> [EXCERPTED DATA]:
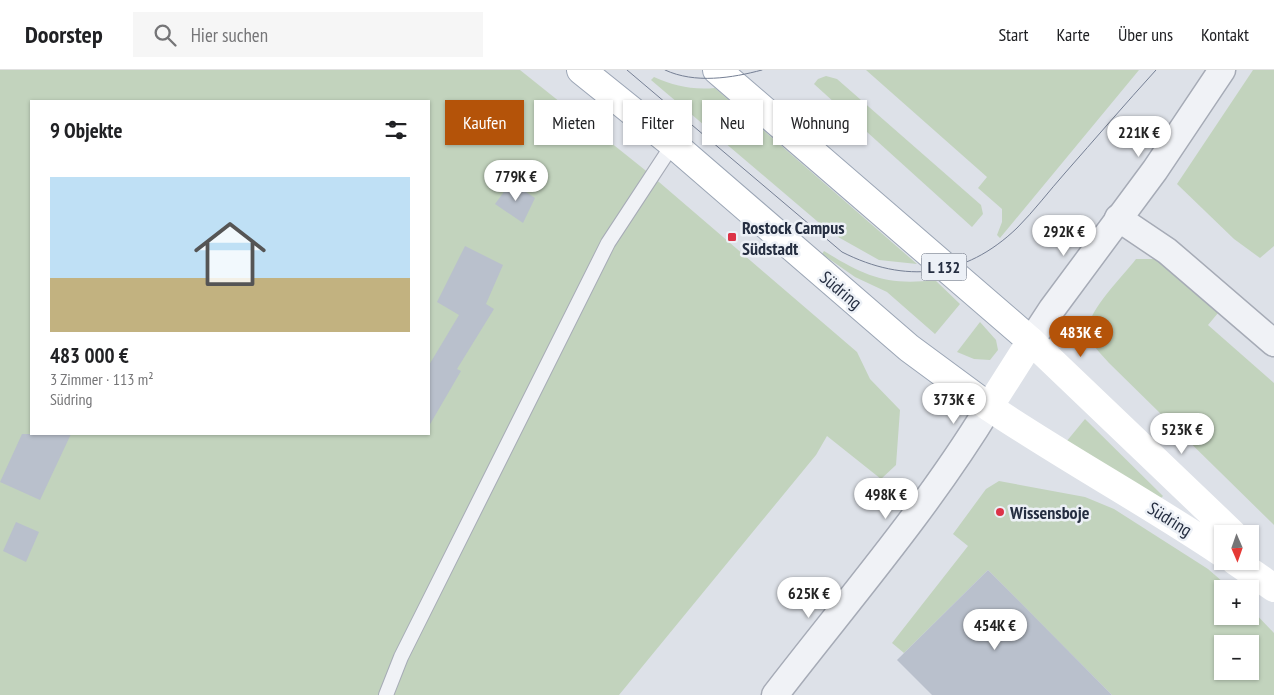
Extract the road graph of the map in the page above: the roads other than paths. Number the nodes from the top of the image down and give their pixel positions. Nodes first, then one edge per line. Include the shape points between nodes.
1 (582, 70) edge
2 (1222, 70) edge
3 (726, 73) edge
4 (623, 103) edge
5 (672, 145) edge
6 (674, 145) edge
7 (1118, 218) junction
8 (1032, 341) junction
9 (1274, 343) edge
10 (990, 407) junction
11 (1224, 525) edge
12 (1214, 548) edge
13 (1259, 564) edge
14 (1248, 570) edge
15 (1274, 582) edge
16 (1274, 588) edge
17 (386, 695) edge
18 (775, 695) edge

1 - 4 main road, Südring
2 - 7 street via 1155,170
3 - 8 main road, Südring / L 132
5 - 17 lane via 608,243 401,657
6 - 10 main road, Südring via 909,348
7 - 8 street
7 - 9 street via 1167,251
8 - 10 main road
8 - 11 main road, Südring / L 132
10 - 12 main road, Südring
10 - 18 street via 952,466
13 - 15 main road
14 - 16 main road

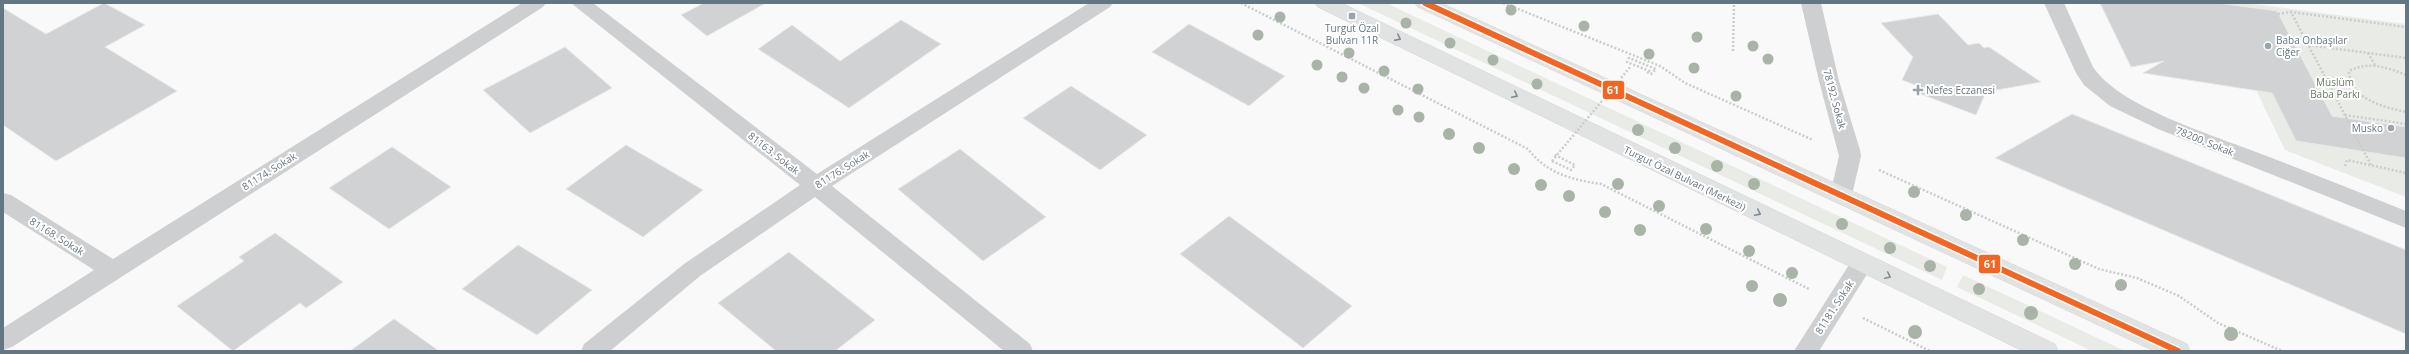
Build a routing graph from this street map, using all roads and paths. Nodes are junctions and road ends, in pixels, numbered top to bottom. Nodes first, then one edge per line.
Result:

> [WHAT IS NEEDED]:
This task calls for an exact reproduction of the lines that start at the one containing "Build a routing" and continue to the end of the entries above.

> [RESULT OF THE TASK]:
Build a routing graph from this street map, using all roads and paths. Nodes are junctions and road ends, in pixels, numbered top to bottom. Nodes first, then one edge per line.
Result:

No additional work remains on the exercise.